RNA structure was simulated using RNAfold and visualized with VARNA. The zoomed-in subsections of RNA are from the selected regions of both high indel and discontinuous transcription breakpoint enrichment. Green areas represent regions with an indel. Note that the structures zoomed-in subgenomic RNAs have been manually refined to avoid overlap of loops for easier visualization

Fig. 7
figure 7

RNA structure was simulated using mxfold and visualized with VARNA. As in Fig. 6, the zoomed-in subsections of RNA are from the selected regions of both high indel and discontinuous transcription breakpoint enrichment. Green areas represent regions with an indel

We annotated the RNA structures using both RNApdbee [39,40] and bpRNA [41], which derive secondary structures. RNApdbee can annotate stems, loops, and single strands, while bpRNA can gives slightly more sophisticated annotations such as stem loops, bulges, and inner loops.

To test if the indels preferentially occurred in any secondary structure, we annotated the RNA structures using RNApdbee [39,40] and bpRNA [41] and compared the distribution of secondary structures at indel sites to the overall distribution of secondary structures.
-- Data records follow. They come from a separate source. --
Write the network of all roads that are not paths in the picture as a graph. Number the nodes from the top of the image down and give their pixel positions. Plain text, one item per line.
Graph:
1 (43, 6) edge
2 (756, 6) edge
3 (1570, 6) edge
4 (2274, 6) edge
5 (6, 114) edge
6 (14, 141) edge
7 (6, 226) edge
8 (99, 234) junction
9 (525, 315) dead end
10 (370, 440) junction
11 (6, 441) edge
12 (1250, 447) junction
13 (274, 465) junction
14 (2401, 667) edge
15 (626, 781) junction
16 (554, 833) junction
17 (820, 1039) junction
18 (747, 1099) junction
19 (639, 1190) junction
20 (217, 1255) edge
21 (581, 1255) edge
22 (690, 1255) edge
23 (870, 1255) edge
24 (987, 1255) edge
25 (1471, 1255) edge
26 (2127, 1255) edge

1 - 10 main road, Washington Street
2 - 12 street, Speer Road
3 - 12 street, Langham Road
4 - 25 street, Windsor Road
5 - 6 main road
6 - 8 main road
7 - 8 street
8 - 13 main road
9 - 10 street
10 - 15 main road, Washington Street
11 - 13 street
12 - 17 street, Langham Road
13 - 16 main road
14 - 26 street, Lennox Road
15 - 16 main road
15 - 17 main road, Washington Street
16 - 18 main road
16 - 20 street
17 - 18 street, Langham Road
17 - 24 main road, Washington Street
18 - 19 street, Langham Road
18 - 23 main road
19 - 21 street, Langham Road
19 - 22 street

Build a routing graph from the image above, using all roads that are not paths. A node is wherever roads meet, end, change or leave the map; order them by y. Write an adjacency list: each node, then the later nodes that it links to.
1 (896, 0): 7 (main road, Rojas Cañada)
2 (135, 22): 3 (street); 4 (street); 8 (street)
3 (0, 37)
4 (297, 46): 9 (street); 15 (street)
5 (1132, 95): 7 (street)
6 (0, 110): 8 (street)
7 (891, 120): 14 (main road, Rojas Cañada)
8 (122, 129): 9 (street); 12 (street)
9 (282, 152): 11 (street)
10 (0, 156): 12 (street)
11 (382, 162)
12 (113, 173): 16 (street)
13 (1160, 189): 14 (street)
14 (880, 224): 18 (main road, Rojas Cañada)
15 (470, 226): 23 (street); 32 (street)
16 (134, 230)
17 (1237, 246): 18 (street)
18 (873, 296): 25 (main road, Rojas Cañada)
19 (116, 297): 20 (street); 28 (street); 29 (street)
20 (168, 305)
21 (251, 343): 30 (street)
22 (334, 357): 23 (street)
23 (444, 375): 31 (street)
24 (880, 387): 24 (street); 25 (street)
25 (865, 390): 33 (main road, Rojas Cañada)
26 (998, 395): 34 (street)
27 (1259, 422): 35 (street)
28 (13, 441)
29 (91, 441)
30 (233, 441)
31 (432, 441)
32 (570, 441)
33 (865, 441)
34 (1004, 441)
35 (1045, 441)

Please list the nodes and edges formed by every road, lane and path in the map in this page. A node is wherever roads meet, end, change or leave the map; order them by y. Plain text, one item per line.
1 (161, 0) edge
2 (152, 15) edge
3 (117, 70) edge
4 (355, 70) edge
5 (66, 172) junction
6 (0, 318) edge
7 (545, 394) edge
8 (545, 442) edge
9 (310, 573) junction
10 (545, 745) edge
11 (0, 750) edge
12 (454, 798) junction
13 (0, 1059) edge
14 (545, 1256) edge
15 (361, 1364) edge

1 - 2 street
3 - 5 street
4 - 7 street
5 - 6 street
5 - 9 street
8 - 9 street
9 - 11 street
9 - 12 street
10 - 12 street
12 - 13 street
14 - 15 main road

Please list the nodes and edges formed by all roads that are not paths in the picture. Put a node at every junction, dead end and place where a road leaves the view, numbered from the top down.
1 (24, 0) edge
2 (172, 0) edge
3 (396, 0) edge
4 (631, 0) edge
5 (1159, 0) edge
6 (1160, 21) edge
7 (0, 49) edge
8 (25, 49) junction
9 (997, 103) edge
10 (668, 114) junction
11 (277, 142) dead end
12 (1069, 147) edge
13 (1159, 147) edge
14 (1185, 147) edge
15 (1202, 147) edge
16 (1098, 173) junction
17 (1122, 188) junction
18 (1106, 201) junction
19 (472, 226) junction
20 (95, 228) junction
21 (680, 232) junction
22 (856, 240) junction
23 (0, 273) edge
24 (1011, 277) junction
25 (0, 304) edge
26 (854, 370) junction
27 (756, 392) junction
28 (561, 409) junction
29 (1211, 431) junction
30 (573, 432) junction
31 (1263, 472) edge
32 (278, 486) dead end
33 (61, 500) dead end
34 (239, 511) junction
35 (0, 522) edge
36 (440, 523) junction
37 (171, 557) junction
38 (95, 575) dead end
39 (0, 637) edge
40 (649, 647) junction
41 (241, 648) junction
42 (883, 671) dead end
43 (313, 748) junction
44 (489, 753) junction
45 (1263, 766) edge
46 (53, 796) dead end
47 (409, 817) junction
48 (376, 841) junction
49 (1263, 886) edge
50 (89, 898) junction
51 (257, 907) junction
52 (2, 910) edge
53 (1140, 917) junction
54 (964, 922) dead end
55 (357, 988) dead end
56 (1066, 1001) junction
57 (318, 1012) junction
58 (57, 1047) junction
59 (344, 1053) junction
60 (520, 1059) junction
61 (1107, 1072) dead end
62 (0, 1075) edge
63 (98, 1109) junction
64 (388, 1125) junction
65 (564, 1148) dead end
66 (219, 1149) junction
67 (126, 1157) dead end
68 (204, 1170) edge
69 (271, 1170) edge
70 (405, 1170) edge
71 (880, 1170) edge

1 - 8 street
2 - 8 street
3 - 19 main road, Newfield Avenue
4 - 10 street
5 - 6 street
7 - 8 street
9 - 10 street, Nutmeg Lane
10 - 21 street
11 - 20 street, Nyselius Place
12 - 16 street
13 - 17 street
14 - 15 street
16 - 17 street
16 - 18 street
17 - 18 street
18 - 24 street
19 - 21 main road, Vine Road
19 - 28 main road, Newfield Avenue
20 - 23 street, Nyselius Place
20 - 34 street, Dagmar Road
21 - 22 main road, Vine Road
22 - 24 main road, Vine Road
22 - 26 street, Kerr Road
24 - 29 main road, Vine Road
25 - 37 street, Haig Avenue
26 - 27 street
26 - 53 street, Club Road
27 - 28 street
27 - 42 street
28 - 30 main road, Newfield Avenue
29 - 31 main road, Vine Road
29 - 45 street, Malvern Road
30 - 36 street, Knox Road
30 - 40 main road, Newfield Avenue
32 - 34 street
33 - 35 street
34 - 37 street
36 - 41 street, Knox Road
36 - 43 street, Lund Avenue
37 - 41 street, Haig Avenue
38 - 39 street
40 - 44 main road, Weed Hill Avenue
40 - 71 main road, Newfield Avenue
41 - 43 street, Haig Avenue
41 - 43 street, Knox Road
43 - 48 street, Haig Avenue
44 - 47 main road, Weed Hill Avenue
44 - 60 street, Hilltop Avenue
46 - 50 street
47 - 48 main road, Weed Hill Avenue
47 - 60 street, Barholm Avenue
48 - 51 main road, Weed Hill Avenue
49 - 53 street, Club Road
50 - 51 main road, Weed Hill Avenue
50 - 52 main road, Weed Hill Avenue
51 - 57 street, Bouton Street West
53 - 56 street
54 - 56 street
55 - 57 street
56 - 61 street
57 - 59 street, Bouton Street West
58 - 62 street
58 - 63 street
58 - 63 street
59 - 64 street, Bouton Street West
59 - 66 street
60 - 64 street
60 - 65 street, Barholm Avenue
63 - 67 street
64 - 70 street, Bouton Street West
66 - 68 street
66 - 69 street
We found that in every combination of RNA folding prediction software and secondary structure annotation program, indel sites were preferentially were enriched for loop structures and underenriched for stem structures: For the bpRNA annotations, indel starts were disproportionally in hairpin, internal, and multiloops, rather than bulges and stems. This was true for both the structure predicted by RNAfold (chi-square p-value 6x10−4) and the structure predicted by mxfold (chi-square p-value 6x10−6). For the RNApdbee annotations, indel starts were disproportionally in loops and single strands rather than in stems. Again, this pattern held for both RNAfold predictions (chi-square p-value 1x10−4) and mxfold predictions (chi-square p-value 4x10−4).

Discussion

We have catalogued over 100 indels in the SARS-CoV-2 genome, a type of mutation that was largely ignored in the early analysis of SARS-CoV-2 evolutionary history. Via the GISAID consensus sequences, publicly available raw reads, long-read deep transcriptomic data, and simulated RNA structure, we show several independent pieces of evidence that suggest that these indels are artifacts of recombination, and that SARS-CoV-2 contains several recombination hotspots.

Interestingly, using sequence-based recombination detection approaches, previous studies have identified several of our hypothesized recombination hotspots as recombination breakpoints in SARS-CoV-2 and other related coronaviruses. Lau et al. found evidence of the N and ORF8 proteins of SARS being acquired from recombination between horseshoe bat viruses. They identified recombination breakpoints at 20900, 26100, 27128, and 28635 [6] - which correspond well to our indel hotspots D, E, and F. Hom et al. also identified a possible recombination breakpoint around 21495 in tracing SARS from a bat coronavirus [7], corresponding to indel-enriched region D. Lam et al. identified a possible recombination schema for SARS-CoV-2 from Malayan panglolin viruses and bat CoVs with breakpoints around 11000, 21000, 23000, 24000 [10], which corresponds to C, D, and E indel-enriched regions. Analysis on the sarbecovirus recombinant origins of SARS-CoV-2 identified possible recombination breakpoints at 1684, 3046, 9237, 11885, 21753, 22773 and 24628. [47]. 1684 is close to 1605, at which 332 of the GISAID sequences we analyzed have a deletion 3 bases long. The latter 4 breakpoints fall close to or within our identified indel-enriched regions C, D, and E. We also see several deletions between 2500-3500 (possibly linked to the breakpoint hotspot at 3046), though we see no indels within 500b of 9237.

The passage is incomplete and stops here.